- **Exercise materials**
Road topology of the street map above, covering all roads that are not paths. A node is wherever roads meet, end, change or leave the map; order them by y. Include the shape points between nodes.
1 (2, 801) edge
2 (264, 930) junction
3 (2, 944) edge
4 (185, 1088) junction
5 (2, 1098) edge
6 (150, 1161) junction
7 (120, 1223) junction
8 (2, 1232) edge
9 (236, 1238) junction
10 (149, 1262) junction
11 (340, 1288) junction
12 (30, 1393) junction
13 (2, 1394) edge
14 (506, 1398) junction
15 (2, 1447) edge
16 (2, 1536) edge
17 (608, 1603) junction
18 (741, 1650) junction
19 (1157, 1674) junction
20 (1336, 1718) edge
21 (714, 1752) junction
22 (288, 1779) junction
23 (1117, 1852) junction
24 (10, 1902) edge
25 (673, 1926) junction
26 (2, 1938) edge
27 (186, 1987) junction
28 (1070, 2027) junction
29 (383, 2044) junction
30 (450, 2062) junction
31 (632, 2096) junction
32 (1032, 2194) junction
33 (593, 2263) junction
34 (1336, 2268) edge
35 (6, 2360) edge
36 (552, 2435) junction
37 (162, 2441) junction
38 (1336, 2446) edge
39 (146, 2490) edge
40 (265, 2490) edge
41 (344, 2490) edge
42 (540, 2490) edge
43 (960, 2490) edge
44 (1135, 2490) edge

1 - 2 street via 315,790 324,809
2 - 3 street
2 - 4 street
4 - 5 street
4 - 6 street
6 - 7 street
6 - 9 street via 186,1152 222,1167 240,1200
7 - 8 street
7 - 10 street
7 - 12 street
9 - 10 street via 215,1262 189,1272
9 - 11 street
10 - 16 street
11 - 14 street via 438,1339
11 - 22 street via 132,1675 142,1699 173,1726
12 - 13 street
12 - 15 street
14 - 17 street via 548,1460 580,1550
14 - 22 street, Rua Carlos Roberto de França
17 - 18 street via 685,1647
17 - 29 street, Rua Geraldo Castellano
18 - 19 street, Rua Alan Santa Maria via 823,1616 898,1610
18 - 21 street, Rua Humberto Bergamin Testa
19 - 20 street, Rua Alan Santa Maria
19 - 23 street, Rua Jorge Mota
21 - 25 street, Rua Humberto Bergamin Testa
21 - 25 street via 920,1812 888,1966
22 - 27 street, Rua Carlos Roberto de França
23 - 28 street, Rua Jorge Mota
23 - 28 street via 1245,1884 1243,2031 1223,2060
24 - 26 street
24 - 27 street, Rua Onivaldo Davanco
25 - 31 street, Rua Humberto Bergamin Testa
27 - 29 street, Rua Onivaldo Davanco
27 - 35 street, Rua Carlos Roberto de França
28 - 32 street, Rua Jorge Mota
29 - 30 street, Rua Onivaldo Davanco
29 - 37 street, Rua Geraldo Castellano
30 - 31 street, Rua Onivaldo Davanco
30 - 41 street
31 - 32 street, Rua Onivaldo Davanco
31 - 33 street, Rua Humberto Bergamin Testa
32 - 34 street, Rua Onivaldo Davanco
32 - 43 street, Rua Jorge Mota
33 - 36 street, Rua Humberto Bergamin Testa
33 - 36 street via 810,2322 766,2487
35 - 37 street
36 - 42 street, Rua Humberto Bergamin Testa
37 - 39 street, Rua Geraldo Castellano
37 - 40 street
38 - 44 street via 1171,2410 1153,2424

- **What you will do**
The answer is one number: how many lines of the material above contain "Roberto".

- **Response below**
3